Top of RECORDS SUPPLIED

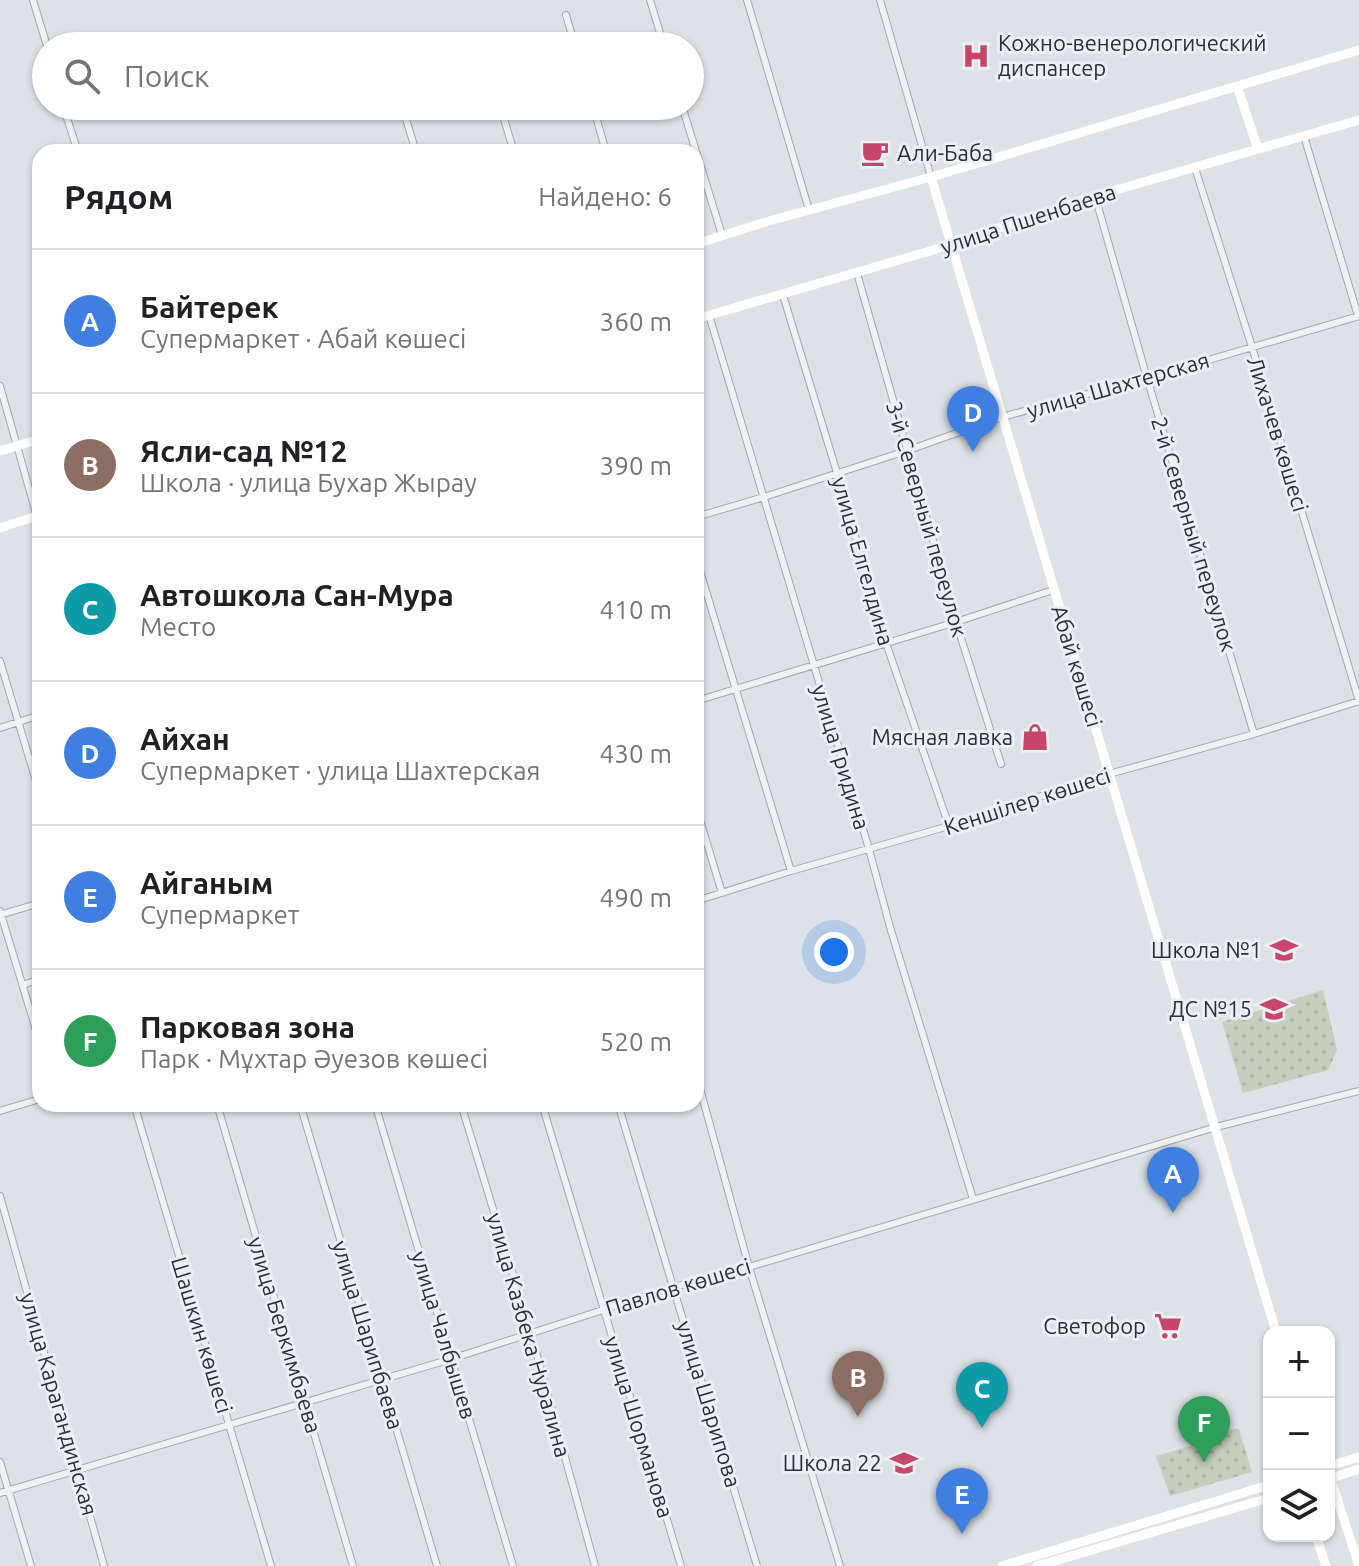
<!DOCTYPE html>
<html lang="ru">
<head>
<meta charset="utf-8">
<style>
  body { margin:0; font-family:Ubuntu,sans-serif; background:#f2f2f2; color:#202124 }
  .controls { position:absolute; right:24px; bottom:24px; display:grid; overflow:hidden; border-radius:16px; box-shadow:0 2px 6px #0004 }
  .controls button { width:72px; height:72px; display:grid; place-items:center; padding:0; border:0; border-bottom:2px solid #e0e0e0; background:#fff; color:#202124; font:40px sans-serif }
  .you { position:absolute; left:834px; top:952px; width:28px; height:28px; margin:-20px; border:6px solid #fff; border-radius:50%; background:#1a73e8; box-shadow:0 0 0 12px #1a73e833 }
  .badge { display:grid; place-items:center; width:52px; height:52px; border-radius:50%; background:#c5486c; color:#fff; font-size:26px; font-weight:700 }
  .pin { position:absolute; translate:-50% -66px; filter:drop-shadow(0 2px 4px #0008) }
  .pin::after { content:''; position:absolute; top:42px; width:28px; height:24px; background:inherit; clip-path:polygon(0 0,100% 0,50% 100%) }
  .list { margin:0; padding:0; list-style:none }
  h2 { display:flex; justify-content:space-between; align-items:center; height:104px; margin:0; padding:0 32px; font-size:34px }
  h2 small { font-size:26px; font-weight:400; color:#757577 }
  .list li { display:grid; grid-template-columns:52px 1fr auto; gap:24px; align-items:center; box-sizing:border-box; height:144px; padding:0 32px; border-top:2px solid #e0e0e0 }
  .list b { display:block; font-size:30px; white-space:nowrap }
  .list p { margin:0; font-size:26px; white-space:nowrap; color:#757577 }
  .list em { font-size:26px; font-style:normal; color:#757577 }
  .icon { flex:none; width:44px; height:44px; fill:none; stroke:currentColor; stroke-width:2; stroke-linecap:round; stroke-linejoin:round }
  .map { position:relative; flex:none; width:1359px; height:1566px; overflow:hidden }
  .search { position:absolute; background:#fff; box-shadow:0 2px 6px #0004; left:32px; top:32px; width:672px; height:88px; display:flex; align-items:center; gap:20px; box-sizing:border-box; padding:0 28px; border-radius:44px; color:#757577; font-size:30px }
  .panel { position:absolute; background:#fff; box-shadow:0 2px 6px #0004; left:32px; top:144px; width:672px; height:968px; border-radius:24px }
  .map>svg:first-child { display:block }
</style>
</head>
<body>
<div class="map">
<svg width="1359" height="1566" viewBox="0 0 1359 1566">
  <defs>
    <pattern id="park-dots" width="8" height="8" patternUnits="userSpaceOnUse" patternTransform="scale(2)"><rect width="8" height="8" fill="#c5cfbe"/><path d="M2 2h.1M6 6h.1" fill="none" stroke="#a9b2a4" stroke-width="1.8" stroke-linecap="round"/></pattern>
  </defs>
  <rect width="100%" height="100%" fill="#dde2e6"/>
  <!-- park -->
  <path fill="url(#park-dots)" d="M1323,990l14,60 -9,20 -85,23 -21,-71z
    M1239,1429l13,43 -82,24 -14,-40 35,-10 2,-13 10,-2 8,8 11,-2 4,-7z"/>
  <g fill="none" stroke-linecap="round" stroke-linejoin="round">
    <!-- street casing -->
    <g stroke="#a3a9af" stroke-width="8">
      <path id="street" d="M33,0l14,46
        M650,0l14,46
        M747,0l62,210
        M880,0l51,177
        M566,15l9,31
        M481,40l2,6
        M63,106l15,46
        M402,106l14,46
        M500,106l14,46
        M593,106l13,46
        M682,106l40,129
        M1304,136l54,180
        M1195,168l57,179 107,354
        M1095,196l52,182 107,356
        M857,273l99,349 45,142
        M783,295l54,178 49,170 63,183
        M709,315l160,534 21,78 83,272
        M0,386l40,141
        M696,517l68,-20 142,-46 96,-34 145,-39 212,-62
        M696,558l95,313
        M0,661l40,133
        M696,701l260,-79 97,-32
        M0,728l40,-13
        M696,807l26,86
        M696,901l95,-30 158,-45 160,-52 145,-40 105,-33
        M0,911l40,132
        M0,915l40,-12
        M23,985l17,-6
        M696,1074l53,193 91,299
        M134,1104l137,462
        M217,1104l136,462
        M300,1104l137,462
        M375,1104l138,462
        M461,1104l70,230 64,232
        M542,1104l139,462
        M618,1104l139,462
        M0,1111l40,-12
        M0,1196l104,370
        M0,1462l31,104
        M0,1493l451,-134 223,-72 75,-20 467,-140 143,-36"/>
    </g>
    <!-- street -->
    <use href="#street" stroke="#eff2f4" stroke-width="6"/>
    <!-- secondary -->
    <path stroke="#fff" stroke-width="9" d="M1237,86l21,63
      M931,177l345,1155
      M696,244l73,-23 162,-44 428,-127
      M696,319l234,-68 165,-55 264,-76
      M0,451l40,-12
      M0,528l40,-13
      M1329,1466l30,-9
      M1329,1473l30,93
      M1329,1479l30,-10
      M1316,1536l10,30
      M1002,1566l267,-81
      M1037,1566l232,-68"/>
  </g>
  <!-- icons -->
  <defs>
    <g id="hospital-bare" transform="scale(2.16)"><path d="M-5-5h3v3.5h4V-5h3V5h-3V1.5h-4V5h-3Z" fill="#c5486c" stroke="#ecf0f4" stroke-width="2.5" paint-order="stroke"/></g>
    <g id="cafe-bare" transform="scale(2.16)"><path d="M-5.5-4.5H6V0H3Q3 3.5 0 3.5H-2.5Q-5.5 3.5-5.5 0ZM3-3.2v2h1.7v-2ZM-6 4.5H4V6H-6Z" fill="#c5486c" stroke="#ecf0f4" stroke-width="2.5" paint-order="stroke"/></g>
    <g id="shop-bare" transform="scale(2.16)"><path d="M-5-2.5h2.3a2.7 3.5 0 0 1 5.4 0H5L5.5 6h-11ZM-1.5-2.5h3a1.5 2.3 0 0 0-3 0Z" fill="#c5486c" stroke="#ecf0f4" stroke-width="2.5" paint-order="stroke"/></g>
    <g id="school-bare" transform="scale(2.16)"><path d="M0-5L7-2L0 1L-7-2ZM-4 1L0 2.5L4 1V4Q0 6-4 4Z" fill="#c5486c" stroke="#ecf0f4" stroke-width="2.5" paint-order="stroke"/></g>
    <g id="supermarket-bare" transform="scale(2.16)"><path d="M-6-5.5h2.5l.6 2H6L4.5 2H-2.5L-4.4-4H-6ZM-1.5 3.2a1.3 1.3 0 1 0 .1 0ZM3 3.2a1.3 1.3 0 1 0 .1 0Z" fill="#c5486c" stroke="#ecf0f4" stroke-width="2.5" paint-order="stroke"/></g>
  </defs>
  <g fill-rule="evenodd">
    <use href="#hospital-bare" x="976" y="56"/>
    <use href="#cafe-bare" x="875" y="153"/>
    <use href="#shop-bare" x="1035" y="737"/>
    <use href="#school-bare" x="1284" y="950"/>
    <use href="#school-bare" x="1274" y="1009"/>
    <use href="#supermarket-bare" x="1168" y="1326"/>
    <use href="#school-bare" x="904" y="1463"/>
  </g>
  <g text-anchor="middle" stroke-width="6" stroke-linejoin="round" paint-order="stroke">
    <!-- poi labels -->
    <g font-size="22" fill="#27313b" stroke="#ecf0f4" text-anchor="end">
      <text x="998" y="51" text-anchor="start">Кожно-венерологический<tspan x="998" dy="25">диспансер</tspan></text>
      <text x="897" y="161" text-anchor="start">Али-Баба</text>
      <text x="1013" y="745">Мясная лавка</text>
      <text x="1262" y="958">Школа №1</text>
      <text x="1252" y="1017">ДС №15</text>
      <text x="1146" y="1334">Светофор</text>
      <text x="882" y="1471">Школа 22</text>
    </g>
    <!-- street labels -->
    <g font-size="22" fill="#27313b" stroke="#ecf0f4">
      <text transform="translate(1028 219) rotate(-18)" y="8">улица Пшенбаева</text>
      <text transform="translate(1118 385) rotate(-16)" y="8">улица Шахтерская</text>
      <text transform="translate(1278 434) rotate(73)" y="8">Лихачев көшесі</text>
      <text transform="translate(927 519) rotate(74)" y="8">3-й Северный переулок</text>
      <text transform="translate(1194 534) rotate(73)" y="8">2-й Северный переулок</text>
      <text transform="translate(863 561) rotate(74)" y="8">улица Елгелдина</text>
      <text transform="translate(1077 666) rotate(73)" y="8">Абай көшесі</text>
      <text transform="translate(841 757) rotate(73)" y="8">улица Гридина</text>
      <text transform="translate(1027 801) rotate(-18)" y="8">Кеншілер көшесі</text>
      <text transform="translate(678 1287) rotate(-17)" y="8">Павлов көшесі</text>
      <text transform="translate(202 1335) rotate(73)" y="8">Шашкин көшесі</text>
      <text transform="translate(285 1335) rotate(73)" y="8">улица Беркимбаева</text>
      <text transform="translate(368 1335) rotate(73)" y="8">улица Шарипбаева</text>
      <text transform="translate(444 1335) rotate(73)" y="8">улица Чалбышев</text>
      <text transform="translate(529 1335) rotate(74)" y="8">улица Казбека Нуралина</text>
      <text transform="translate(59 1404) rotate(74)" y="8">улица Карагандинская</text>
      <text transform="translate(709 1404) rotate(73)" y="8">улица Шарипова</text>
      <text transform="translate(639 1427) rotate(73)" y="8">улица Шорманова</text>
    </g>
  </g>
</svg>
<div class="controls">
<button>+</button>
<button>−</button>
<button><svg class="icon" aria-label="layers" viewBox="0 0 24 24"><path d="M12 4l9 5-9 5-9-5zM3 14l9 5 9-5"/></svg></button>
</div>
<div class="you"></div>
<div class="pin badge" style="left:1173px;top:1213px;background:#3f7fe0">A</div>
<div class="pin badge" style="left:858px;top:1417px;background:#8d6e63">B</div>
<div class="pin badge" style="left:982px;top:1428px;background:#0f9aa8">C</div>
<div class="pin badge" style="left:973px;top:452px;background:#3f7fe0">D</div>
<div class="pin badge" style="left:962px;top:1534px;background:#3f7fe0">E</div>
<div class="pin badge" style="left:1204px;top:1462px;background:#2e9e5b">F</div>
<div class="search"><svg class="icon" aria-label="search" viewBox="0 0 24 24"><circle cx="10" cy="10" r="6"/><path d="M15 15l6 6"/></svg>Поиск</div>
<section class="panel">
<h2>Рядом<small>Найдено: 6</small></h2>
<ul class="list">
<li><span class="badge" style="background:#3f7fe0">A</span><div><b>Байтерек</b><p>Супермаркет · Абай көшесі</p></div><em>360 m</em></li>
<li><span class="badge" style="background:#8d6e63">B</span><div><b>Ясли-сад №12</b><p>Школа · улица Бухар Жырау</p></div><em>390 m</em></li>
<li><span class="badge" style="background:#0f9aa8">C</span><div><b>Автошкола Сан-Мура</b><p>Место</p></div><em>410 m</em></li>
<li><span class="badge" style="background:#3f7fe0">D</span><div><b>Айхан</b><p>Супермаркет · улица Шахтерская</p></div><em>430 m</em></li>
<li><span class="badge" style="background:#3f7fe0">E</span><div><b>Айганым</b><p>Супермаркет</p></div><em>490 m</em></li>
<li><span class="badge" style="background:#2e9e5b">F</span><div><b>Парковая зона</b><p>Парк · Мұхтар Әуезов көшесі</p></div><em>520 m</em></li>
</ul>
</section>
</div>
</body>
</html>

Bottom of RECORDS SUPPLIED

■ EXERCISE OBJECTIVE ■
Each line containing the word "controls" must be pulled from the listing and copied.

■ EXERCISE OUTPUT ■
  .controls { position:absolute; right:24px; bottom:24px; display:grid; overflow:hidden; border-radius:16px; box-shadow:0 2px 6px #0004 }
  .controls button { width:72px; height:72px; display:grid; place-items:center; padding:0; border:0; border-bottom:2px solid #e0e0e0; background:#fff; color:#202124; font:40px sans-serif }
<div class="controls">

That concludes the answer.